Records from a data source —
-=-=-
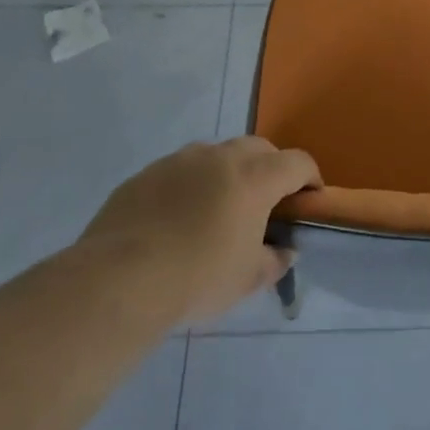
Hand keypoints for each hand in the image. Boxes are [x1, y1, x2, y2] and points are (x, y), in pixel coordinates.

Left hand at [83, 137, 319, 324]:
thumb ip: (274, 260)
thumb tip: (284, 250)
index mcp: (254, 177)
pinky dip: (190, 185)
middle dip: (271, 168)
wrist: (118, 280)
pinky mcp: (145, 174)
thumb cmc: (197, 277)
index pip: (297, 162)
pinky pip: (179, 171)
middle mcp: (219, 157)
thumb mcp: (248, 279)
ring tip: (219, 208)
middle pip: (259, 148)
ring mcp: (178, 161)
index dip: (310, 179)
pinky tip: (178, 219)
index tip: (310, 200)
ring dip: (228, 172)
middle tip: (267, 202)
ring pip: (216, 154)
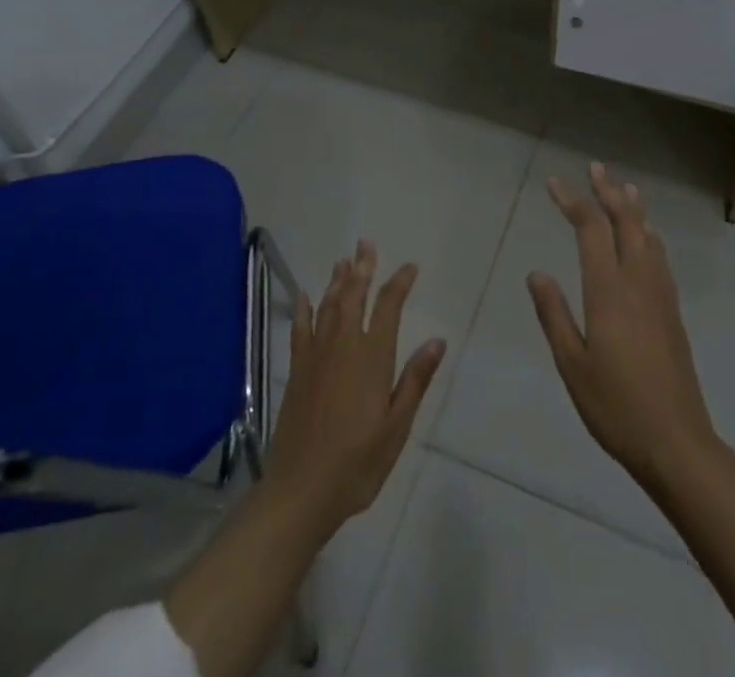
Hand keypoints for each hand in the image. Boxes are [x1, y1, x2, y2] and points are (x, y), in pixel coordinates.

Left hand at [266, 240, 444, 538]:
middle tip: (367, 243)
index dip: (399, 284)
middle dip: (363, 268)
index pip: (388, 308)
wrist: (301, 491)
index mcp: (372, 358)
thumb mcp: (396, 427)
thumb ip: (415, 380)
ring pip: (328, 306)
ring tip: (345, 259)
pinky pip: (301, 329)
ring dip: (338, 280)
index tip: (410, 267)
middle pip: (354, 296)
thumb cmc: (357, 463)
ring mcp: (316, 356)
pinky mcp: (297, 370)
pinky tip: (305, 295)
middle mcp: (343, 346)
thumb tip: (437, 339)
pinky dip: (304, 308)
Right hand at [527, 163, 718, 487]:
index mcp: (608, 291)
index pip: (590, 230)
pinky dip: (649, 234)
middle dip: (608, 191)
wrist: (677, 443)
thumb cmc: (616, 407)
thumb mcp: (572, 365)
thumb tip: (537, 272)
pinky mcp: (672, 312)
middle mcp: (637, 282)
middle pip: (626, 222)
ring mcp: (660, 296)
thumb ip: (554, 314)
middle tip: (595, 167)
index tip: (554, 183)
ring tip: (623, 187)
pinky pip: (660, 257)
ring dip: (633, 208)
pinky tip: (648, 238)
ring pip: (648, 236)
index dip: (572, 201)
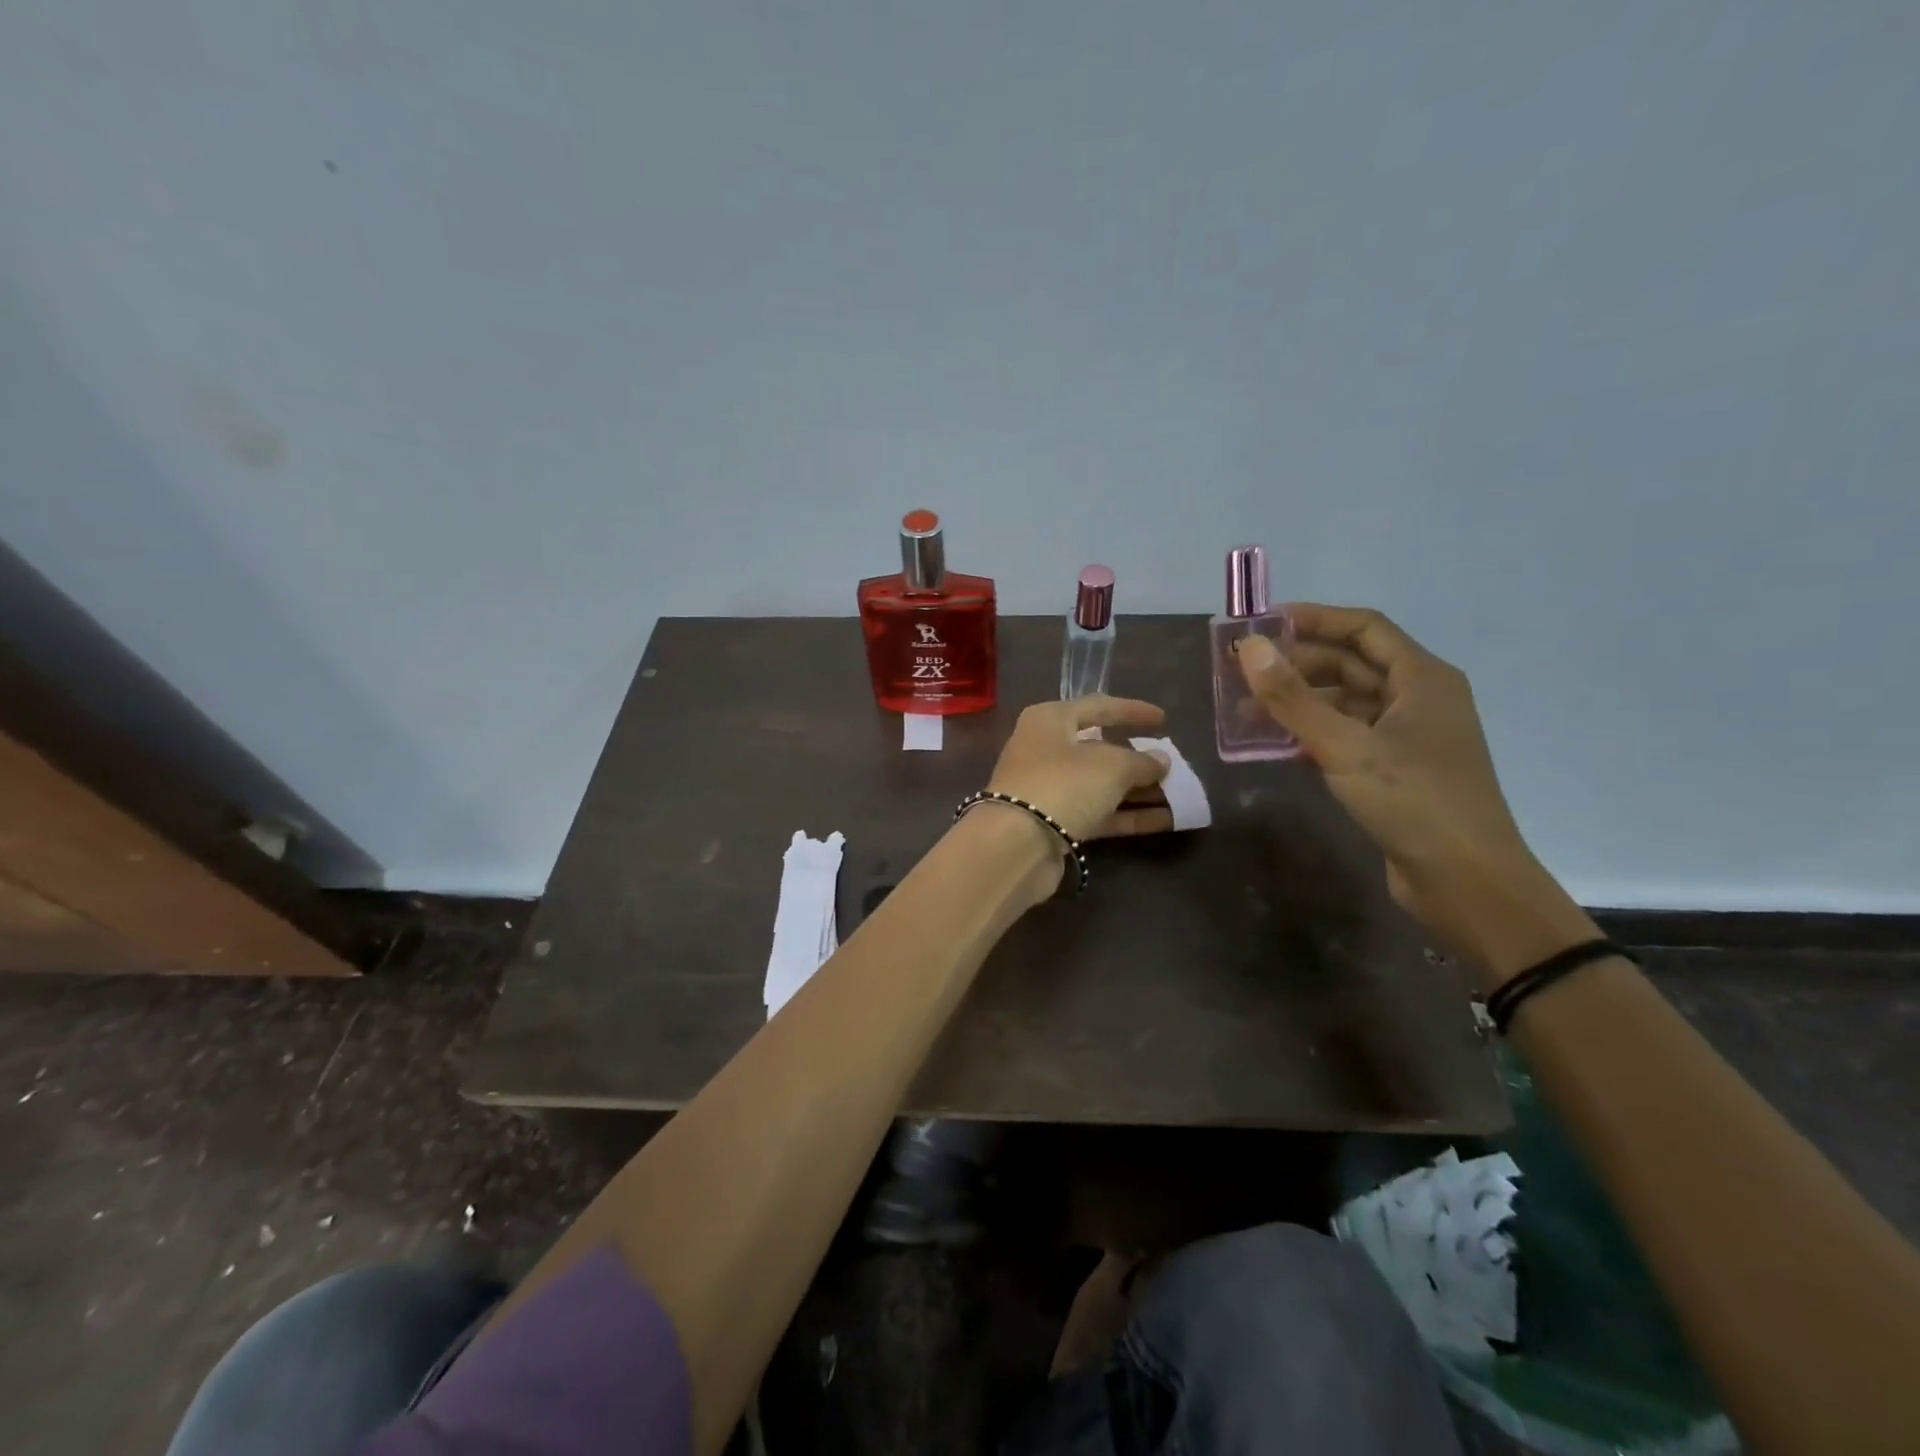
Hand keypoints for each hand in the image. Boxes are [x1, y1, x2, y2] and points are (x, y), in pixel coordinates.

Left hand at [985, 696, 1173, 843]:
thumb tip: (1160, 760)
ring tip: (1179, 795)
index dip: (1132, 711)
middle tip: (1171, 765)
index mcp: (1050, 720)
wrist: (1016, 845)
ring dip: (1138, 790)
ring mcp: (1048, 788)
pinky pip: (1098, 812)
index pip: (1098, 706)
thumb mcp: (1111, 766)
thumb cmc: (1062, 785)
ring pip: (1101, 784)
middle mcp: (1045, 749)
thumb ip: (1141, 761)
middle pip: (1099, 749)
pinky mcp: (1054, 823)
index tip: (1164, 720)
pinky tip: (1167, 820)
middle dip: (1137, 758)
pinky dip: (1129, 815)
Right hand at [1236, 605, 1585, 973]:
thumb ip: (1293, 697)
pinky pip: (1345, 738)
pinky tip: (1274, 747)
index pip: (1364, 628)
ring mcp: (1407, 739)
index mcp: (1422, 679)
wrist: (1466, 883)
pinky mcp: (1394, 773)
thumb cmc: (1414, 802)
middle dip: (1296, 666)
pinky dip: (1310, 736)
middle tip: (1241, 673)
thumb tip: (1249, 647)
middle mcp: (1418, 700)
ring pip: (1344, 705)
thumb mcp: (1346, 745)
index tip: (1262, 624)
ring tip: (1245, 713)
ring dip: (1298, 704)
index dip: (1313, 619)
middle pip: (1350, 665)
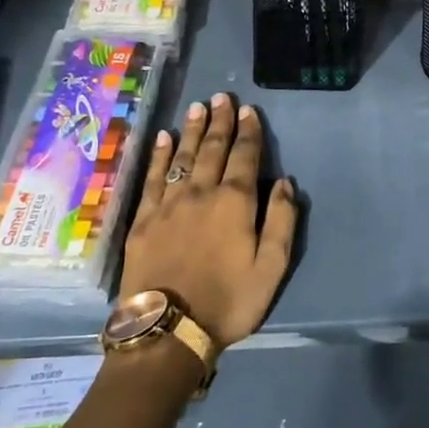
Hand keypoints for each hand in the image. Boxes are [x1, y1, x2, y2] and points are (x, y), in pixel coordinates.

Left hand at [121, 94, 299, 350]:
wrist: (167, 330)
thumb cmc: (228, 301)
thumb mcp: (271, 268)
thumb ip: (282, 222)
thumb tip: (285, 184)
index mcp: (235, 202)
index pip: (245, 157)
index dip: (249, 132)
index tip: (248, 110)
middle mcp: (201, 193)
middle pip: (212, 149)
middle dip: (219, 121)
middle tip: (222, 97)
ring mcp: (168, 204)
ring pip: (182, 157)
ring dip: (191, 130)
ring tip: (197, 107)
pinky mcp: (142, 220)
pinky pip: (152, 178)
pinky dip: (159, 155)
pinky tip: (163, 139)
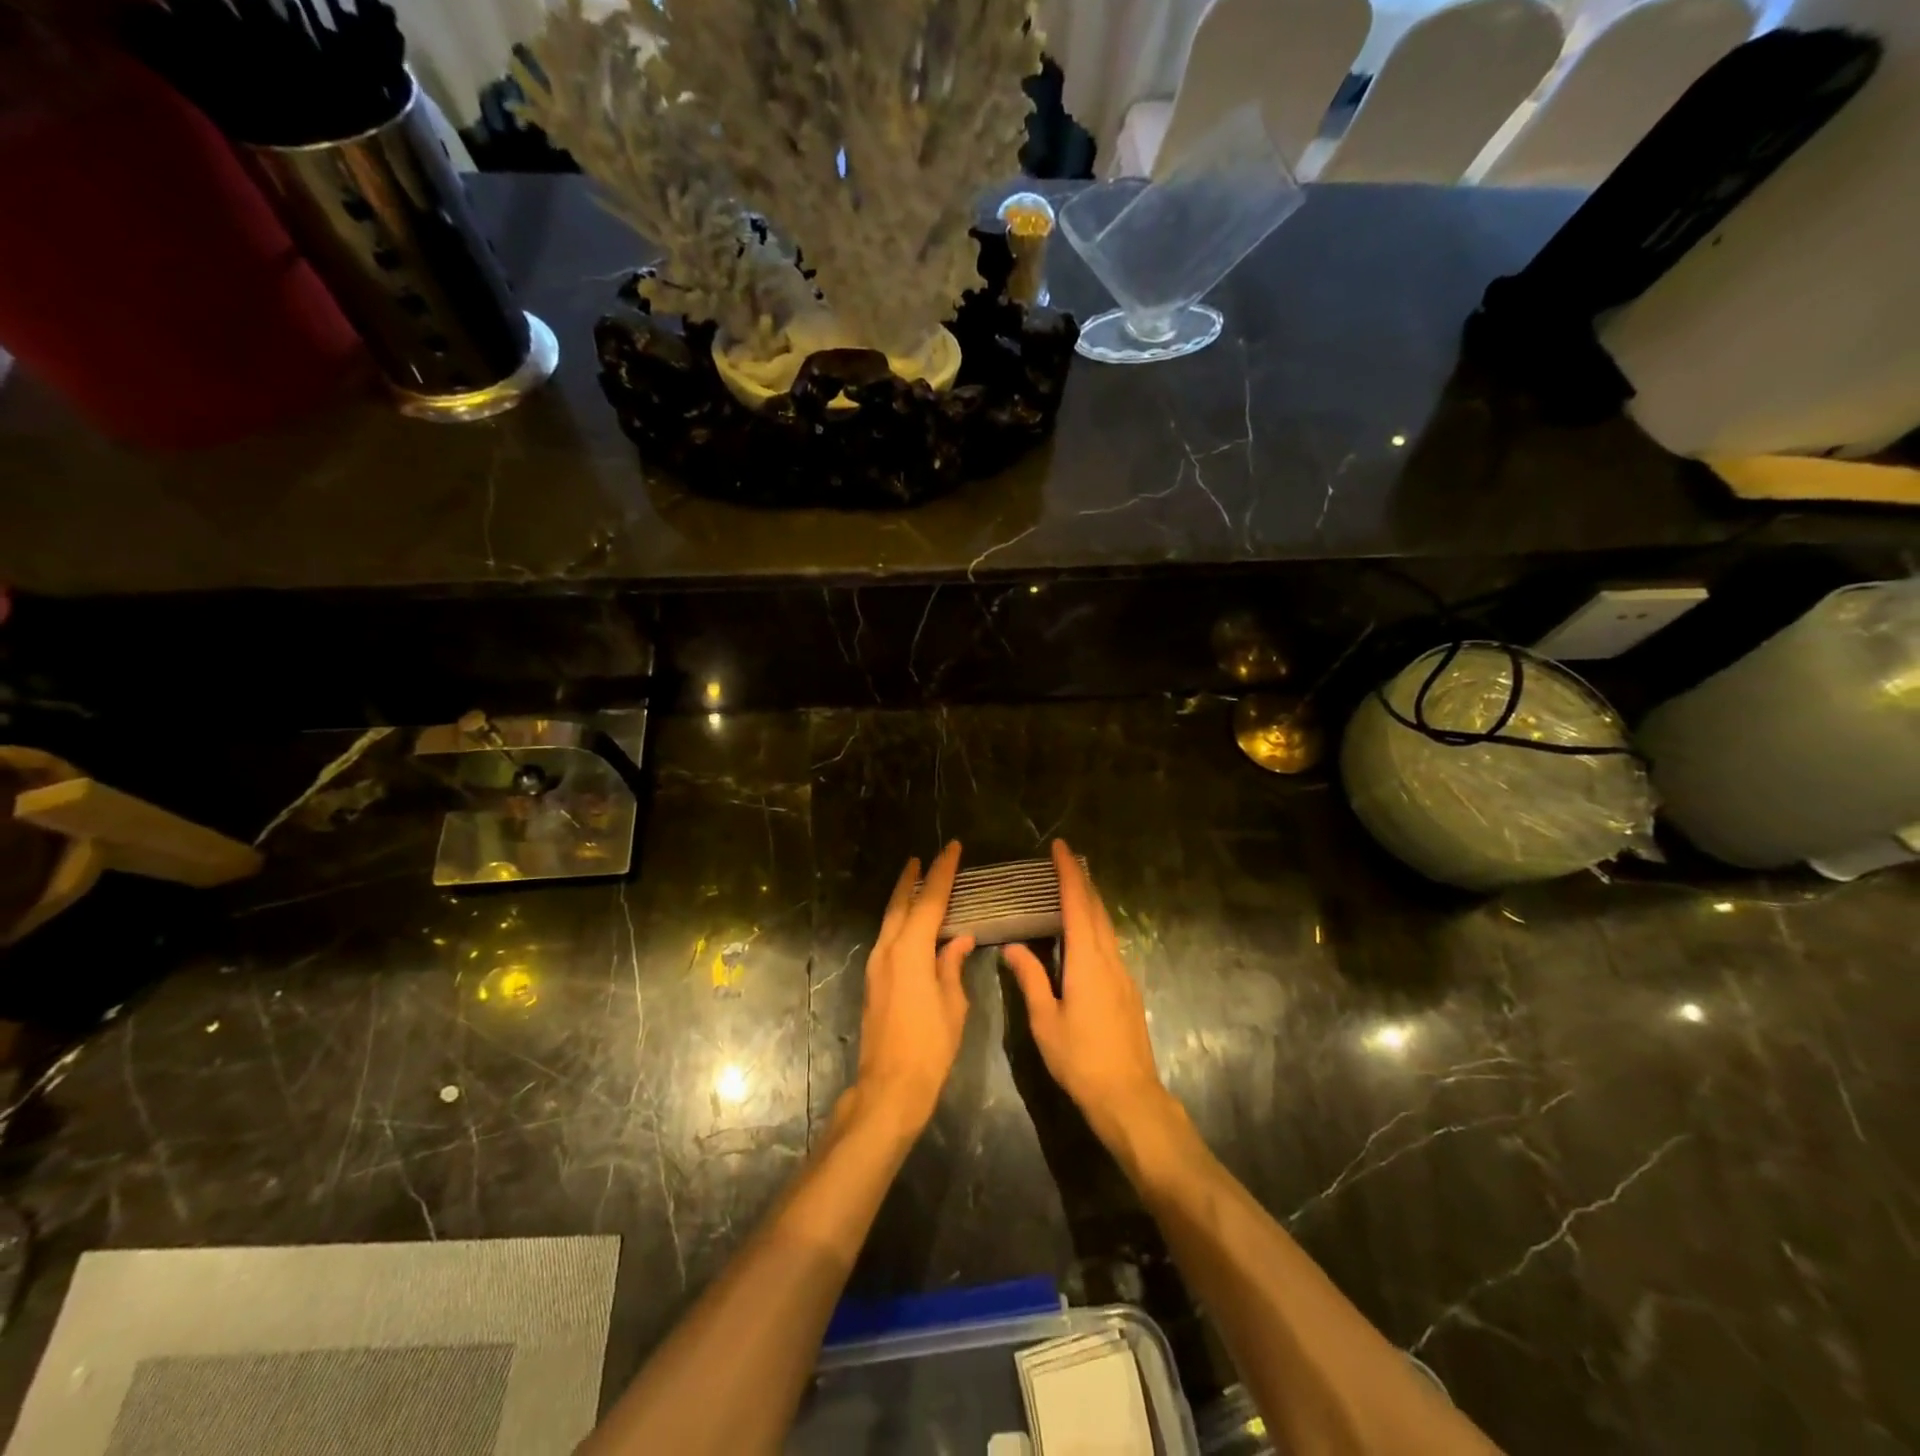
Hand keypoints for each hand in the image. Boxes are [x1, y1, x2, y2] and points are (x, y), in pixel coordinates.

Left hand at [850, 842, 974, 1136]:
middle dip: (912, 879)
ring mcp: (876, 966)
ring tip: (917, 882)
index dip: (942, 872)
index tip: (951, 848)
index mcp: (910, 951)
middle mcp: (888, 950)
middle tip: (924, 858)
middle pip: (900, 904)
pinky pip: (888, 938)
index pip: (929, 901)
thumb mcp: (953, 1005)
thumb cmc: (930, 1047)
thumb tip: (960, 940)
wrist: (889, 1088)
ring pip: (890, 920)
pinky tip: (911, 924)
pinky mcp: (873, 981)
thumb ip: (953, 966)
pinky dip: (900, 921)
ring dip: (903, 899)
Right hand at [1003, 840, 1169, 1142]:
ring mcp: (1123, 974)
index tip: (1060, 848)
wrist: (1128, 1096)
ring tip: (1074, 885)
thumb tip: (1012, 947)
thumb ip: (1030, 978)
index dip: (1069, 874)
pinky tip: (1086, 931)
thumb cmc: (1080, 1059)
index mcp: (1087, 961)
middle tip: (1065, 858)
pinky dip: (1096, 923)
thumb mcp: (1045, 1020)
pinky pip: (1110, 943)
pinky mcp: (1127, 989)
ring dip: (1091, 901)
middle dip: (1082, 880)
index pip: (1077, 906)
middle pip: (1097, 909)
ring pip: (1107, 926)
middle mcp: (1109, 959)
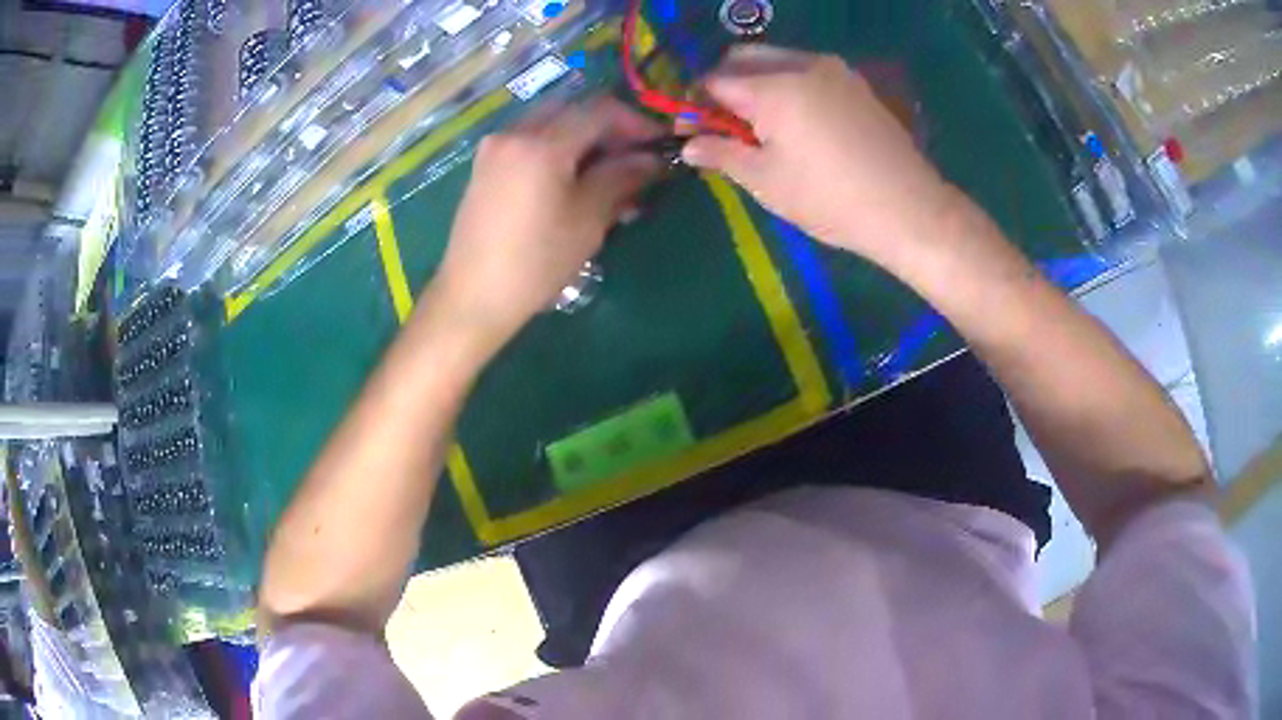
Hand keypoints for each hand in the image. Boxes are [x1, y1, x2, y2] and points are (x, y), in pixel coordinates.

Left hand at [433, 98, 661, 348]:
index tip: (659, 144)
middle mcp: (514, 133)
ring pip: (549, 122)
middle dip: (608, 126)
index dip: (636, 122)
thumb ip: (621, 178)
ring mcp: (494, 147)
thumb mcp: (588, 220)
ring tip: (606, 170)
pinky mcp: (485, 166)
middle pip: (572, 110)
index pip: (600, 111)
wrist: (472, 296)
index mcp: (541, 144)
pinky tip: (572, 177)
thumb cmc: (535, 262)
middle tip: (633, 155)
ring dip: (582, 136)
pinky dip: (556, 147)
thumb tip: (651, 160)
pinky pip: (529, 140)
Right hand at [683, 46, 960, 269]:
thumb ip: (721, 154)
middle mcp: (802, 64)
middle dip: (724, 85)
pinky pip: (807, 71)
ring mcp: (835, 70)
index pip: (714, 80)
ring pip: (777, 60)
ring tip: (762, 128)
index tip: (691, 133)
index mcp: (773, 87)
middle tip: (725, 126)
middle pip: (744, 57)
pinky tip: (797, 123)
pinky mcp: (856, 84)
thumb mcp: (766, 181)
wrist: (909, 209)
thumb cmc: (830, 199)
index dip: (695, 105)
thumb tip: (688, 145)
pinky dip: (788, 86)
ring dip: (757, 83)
-=-=-
ACTIVITY —
Please reproduce, exactly as they appear above, the lines from the line containing "index mcp: (1087, 961)" up to and including the line containing "ring pip: (1107, 926)".

YOUR RESPONSE —
index mcp: (1087, 961)
middle tip: (1065, 858)
pinky dip: (1096, 923)
thumb mcp: (1045, 1020)
pinky pip: (1110, 943)
pinky mcp: (1127, 989)
ring dip: (1091, 901)
middle dip: (1082, 880)
index pip: (1077, 906)
middle pip: (1097, 909)
ring pip: (1107, 926)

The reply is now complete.